A wiring diagram shows the detailed wiring and connections between components or items of equipment and in some cases the routing of these connections.
It also shows the approximate position of the components in the actual equipment.
It may be shown completely or simply represented by a block with the necessary terminals clearly marked.
Lines of different thicknesses can be used to differentiate between the power and control connections.
It might be of a fairly simple circuit but it is quite difficult to use it to work out the sequential operation of the circuit. It is mainly to guide the wireman how to construct and connect the equipment. It is of little use in trouble shooting apart from identifying the exact position of suspect components and terminals.
Every piece of equipment generally has a wiring diagram etched / printed on one of its covers (on the inside).
Locate fault using wiring diagram
To locate a fault using this it might save a great deal of time and trouble to convert the wiring diagram to a much simpler and more useful circuit diagram.

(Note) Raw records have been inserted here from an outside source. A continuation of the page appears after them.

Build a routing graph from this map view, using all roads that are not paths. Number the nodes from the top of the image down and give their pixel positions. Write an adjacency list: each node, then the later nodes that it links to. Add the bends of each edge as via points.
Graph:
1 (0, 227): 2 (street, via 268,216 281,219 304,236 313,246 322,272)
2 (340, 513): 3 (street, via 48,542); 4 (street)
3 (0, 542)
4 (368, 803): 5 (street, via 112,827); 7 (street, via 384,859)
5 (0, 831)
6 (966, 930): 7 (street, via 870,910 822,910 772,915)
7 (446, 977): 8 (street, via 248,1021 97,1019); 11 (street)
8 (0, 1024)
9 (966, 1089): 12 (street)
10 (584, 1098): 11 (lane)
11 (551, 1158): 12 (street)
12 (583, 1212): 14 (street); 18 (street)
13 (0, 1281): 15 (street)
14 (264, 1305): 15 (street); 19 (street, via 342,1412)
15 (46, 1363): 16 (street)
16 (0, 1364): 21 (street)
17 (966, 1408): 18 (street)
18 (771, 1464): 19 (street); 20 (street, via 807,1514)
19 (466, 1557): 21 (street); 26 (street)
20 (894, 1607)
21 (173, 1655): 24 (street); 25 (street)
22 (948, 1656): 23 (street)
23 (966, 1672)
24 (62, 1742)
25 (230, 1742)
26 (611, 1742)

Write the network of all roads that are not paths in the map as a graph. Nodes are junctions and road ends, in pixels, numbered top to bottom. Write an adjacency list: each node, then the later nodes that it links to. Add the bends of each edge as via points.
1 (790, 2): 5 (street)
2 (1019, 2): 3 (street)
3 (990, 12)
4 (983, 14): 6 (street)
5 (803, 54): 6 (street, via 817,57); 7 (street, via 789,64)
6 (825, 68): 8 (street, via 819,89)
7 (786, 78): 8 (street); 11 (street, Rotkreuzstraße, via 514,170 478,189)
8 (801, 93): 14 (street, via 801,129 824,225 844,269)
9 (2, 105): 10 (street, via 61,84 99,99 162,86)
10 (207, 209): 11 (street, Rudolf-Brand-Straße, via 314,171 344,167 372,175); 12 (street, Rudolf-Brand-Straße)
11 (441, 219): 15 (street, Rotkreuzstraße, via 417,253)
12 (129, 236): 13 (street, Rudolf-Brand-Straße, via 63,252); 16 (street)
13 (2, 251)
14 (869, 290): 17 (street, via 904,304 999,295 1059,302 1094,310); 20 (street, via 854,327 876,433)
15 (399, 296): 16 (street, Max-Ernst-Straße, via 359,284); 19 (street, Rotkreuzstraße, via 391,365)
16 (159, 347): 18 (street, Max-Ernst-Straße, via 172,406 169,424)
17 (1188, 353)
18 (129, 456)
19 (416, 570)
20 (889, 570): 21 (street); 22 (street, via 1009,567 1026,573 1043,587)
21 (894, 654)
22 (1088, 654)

When converting a wiring diagram into a circuit diagram, certain basic rules and conventions should be followed:
Converting ships diagrams
1. Every sequence / stage should be drawn from left to right and from top to bottom (where possible).
2. All contacts and components, which are in series, should be drawn in a straight line with the component they control (where possible).
3. All contacts and components, which are in parallel, should be drawn side by side and at the same level to emphasise their parallel function.
4. All major components operating at bus bar voltage should be drawn at the same level (or aligned horizontally) to help identify the required components quickly.
5. All contacts should be shown ‘open’ or ‘closed’ as in their normal or de-energised condition (N/O contacts will be indicated as ‘open’ while N/C contacts will remain ‘closed’).